Physical Examination

a. Physical examination of the testis is performed by bimanual examination of the scrotal contents, beginning with the normal contralateral testis.

b. Physical examination of the testis is performed by careful palpation of the testis between the thumb and the first two fingers of the examining hand.

c. The normal testis is homogeneous in consistency, freely movable, and separable from the epididymis.

d. Any firm, hard, or fixed area within the substance of the tunica albuginea should be considered suspicious until proved otherwise.

e. Further examination of the suspected tumor should be directed toward possible involvement of the cord, scrotal investments, or skin. In general, seminoma tends to expand within the testis as a painless, rubbery enlargement.

f. Embryonal carcinoma or teratocarcinoma may produce an irregular, rather than discrete, mass, although this distinction is not always easily appreciated.

g. Testicular tumors tend to remain ovoid, being limited by the tough investing tunica albuginea.

h. In 10% to 15% of patients, spread to the epididymis or cord may occur.

i. Ultrasonography of the scrotum is a rapid, reliable technique to exclude hydrocele or epididymitis and should be used if there is any suspicion of testicular tumor.

j. Routine assessment of the supraclavicular lymph nodes may reveal adenopathy in patients with advanced disease.

k. Examination of the chest may disclose gynecomastia or the presence of respiratory tract involvement.

Three subtypes of pure seminomas have been described: classic, anaplastic, and spermatocytic.
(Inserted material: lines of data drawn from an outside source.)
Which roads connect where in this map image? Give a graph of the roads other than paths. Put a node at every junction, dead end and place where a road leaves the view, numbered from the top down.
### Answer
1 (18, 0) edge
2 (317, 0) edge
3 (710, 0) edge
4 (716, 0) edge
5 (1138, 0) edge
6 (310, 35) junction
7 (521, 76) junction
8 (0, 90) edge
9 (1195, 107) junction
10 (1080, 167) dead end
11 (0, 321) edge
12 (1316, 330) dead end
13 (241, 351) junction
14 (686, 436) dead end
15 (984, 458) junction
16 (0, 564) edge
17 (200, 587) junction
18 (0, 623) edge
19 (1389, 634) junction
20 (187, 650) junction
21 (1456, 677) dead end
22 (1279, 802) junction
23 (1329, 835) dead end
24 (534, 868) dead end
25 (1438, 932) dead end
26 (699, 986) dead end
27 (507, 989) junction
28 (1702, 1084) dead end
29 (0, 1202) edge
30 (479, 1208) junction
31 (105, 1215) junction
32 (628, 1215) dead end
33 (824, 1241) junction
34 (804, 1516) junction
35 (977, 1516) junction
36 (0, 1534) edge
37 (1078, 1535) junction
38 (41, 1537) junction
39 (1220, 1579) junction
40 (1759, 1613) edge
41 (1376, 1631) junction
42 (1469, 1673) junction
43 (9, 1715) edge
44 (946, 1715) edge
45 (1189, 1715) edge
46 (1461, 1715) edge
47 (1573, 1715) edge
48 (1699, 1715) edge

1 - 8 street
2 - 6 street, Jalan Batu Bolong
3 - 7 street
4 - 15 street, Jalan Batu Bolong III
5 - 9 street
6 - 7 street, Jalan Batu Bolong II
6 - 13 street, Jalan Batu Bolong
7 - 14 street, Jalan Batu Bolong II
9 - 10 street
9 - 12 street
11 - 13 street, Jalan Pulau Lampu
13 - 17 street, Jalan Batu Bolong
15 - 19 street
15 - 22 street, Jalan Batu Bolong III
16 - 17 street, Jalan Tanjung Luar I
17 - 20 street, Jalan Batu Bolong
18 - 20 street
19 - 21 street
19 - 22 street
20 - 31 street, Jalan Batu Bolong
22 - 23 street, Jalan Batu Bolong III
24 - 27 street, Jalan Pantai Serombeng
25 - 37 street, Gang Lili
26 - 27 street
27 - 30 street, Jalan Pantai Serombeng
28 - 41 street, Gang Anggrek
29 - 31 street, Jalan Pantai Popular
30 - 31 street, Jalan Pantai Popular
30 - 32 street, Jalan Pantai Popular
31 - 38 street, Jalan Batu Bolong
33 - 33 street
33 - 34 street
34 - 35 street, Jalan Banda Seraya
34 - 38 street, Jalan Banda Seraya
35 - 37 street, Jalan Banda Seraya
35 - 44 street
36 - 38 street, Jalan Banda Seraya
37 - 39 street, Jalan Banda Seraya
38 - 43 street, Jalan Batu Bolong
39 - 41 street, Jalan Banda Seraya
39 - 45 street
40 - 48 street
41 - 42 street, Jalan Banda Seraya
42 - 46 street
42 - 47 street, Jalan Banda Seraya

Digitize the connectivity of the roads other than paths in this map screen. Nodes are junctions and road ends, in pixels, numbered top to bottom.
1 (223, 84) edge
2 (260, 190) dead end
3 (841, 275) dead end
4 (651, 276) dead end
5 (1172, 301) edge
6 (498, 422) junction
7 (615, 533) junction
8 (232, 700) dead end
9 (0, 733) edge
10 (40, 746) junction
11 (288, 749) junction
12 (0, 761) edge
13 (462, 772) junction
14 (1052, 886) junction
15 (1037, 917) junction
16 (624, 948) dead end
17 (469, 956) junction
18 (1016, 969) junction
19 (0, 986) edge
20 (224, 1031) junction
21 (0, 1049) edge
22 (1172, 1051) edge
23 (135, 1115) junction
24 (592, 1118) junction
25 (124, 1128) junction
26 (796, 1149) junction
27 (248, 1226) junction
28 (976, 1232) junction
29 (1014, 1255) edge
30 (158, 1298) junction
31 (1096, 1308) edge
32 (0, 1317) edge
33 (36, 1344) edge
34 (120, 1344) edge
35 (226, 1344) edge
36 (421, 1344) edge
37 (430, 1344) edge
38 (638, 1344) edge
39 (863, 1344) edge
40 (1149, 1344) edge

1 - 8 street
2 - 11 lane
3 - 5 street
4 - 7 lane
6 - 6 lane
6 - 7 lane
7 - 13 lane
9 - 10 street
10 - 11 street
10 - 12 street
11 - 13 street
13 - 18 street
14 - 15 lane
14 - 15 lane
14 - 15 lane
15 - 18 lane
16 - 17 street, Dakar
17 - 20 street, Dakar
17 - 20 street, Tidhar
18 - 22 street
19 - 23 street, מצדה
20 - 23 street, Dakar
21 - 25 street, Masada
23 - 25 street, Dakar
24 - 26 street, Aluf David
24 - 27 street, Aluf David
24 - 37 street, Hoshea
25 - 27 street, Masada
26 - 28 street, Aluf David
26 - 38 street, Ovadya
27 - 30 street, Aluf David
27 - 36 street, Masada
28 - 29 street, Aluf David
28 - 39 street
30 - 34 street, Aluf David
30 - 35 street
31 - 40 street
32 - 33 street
The histologic and biochemical properties, natural history, and response to therapy of these subtypes have been characterized.

Typical Seminoma.

a. Typical, or classic, seminoma accounts for 82% to 85% of all seminomas and occurs most commonly in men in their thirties

b. Histologically, it is composed of islands or sheets of relatively large cells with clear cytoplasm and densely staining nuclei separated by fibrous septae containing lymphocytes..

c. The incidence of syncytiotrophoblasticelementsin seminoma corresponds to the frequency of β-hCG production.

d. The slower growth rate of seminomas may be inferred from the observation that treatment failures may become evident 2 to 10 years after apparently adequate irradiation of metastatic sites.

Anaplastic Seminoma.

a. Anaplastic seminoma accounts for 5% to 10% of all seminomas and has an age distribution similar to that of the typical subtype.

b. Though it is rare but it has to be a differential always in mind as mortality is 30% of such cases.

c. A number of features suggest that anaplastic seminoma is a more aggressive and potentially more lethal variant of typical seminoma.

d. These characteristics include (1) greater mitotic activity, (2) higher rate of local invasion, (3) increased rate of metastatic spread, and (4) higher rate of tumor marker (β-hCG) production.

Spermatocytic Seminoma.

a. This lesion is composed of cells that vary in size and have deeply pigmented cytoplasm and rounded nuclei containing characteristic filamentous chromatin.

b. The cells closely resemble different phases of maturing spermatogonia.

c. Spermatocytic seminoma accounts for 2% to 12% of all seminomas, and nearly half occur in men older than age 50 years.

d. Bilateral tumors have been reported, but no cases have occurred in conjunction with cryptorchidism.

The metastatic potential of spermatocytic seminoma is extremely low, and prognosis is accordingly favorable.